Surabaya, (bisnissurabaya.com)- Nadiem diprotes driver online. Nadiem Makarim, yang akan dilantik menjadi Menteri Pendidikan Nasional/Mendiknas, mendapat sorotan dan catatan khusus dari Perhimpunan Driver Online Indonesia/ PDOI Jawa Timur/Jatim.

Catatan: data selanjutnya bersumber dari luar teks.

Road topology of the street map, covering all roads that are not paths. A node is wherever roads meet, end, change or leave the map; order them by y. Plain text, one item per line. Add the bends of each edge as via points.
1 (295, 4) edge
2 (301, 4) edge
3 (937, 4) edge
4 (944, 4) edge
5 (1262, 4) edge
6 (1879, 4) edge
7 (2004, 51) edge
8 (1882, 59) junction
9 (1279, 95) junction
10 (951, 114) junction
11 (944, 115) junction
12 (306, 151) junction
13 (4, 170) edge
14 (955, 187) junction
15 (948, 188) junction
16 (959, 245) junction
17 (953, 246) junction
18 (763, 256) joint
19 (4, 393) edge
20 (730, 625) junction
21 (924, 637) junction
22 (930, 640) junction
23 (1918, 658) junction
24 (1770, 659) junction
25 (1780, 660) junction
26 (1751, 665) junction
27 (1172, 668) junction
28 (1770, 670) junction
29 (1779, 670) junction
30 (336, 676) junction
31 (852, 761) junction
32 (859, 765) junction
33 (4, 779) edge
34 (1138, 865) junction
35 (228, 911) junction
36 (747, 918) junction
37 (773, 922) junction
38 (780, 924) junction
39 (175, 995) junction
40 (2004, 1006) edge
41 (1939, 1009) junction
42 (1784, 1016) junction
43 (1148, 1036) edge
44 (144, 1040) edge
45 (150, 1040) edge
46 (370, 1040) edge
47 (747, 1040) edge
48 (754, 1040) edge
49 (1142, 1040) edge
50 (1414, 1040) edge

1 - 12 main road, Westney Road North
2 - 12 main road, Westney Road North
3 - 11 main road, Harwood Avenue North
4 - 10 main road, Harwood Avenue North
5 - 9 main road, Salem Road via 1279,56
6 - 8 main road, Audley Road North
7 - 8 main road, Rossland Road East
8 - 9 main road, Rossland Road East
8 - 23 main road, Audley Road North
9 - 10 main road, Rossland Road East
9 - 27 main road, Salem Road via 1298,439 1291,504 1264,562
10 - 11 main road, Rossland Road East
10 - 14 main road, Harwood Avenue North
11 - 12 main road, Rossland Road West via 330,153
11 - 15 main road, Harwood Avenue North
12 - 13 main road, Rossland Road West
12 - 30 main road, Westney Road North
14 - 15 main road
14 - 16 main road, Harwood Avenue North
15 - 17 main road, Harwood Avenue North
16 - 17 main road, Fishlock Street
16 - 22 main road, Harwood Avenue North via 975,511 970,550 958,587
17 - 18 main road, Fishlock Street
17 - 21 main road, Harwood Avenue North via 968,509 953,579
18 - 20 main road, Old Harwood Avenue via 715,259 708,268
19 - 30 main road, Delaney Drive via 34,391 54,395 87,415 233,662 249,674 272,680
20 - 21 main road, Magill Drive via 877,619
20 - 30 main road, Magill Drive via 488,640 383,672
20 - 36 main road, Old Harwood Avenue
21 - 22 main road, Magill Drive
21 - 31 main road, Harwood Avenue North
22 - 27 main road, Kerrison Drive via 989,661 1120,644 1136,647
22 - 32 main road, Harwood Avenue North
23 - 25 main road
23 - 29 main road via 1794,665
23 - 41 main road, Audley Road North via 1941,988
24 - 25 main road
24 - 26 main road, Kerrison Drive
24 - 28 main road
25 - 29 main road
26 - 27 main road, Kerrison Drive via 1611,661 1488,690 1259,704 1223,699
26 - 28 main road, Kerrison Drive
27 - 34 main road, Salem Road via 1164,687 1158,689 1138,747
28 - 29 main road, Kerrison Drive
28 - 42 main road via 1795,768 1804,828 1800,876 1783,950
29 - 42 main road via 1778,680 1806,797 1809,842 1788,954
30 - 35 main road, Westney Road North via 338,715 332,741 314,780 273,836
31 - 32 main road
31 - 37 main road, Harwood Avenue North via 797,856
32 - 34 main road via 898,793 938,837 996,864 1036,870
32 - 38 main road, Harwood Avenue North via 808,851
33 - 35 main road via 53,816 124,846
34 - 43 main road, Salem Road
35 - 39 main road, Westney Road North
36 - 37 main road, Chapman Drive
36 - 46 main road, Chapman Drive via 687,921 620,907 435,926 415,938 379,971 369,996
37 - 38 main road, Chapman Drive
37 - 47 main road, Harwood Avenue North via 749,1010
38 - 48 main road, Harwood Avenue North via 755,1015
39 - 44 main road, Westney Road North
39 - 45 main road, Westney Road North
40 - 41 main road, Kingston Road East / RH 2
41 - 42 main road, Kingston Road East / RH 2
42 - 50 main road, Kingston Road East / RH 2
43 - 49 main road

Humas PDOI Jatim, Daniel Lukas Rorong, mengatakan, sosok dan pemikiran inovatif Nadiem masih dibutuhkan di Gojek. Untuk itu, Daniel, menyayangkan jika Nadiem, harus mundur dari perusahaan star up yang didirikannya sejak 2012 lalu. “Berbuat dan berkarya untuk negeri, tidak harus menjadi menteri,” kata  Humas PDOI Jatim Daniel Rorong, kepada bisnissurabaya.com di Surabaya Selasa (22/10).

Namun, Daniel, tetap menghormati keputusan yang telah diambil pendiri dan CEO Go-Jek tersebut. “Namun kami juga punya hak untuk mengingatkan Pak Jokowi perihal menteri yang akan ditunjuknya, meski itu hak preogratif presiden,” kilah Daniel, yang juga salah satu penggugat Permenhub 108 yang dikabulkan Mahkamah Agung.

Lalu, apakah PDOI Jatim akan demo turun ke jalan untuk menyikapi keputusan Presiden Jokowi? Ketua PDOI Jatim, Herry Wahyu Nugroho, didampingi Sekretaris PDOI Jatim, Rahmatullah Riyadi menyatakan, pihaknya masih belum ada rencana untuk demo. Bahkan, masih menampung aspirasi dari arus bawah terlebih dahulu.

Contoh skala kecil saja, lanjut Rahmat, dalam menjalankan bisnisnya di Gojek, Nadiem belum mampu mensejahterakan mitra nya, para driver online, baik yang roda dua maupun roda empat. “Padahal, pesatnya peningkatan bisnis yang diterima Gojek saat ini tidak lepas dari para mitranya,” ungkapnya. (nanang)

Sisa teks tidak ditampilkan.